Und nachgemacht:  In „Dein Lied“, einer Ballade, in der ein enttäuschter Liebender seiner  Verflossenen hinterherheult,  heißt es provokativ „Du verdammte Hure, das ist dein Lied“. Geht gar nicht, schallte es augenblicklich von den Tugendwächtern der Popkultur, denen der Rollensong eindeutig zu weit ging, künstlerische Freiheit hin oder her. Felix Brunner hat die Vorwürfe ironisch gekontert. „Muss man bei seinen Texten immer eine Gebrauchsanweisung mitliefern?“, fragt er. Für ihn sei der Einsatz des Streichorchesters in einem Punksong mehr Provokation als die Verwendung eines Wortes, das ein betrogener Liebhaber durchaus auch im echten Leben verwenden könnte.

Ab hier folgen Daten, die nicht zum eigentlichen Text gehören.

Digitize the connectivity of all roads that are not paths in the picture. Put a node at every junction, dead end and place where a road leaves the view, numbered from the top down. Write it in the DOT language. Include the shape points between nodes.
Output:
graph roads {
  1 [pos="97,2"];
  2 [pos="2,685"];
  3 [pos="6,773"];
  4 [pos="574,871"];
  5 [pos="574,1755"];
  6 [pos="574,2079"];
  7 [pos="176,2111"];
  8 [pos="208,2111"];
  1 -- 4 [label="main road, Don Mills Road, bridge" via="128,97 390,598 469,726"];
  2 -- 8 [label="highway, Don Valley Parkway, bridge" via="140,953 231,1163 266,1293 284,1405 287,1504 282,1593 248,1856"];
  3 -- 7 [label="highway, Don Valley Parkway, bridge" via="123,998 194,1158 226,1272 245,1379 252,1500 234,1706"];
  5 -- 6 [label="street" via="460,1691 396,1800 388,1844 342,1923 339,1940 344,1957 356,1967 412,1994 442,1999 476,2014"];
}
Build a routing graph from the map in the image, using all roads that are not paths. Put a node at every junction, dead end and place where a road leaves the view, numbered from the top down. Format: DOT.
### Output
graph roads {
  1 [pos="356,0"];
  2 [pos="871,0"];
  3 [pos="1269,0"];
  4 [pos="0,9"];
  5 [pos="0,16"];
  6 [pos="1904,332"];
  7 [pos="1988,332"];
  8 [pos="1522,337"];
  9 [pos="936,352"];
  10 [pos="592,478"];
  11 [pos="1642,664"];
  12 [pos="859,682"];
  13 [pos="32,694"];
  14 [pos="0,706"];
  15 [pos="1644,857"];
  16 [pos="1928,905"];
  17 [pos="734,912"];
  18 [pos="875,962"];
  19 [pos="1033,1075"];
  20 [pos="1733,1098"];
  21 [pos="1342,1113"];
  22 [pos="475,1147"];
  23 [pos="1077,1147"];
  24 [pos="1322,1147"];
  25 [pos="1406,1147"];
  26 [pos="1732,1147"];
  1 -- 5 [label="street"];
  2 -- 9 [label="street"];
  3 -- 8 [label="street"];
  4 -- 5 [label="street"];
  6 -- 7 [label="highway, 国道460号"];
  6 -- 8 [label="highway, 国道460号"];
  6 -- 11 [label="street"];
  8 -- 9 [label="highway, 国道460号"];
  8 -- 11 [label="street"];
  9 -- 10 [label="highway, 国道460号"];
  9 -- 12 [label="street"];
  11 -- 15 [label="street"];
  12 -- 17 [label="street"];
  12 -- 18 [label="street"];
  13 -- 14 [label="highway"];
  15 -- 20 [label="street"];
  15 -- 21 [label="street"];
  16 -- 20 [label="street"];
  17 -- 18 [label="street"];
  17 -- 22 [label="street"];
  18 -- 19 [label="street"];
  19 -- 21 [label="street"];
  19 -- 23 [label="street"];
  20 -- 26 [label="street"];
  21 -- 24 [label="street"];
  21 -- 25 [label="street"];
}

Erledigt. Mit dem Selbstbewusstsein seiner 27 Jahre räumt der gerade so noch in der DDR geborene Kraftklub-Texter die Vorwürfe so beiläufig ab wie seinerzeit die Kritik an der Kraftklub-Uniform aus Baseballjacken und Polo-Shirts. Kraftklub, die anfangs nie politisch sein wollten, sich später aber ganz entschieden gegen die Rock-Kollegen von Frei.Wild positionierten, sind heute die Axt aus dem Osten, die die Einsicht in die Notwendigkeit politischer Korrektheit grinsend in Stücke schlägt.

Rock kann nicht den Konsens suchen, wenn er richtig rocken will. Und ein Liedtext ist nicht immer das Seelenbild des Mannes, der ihn singt.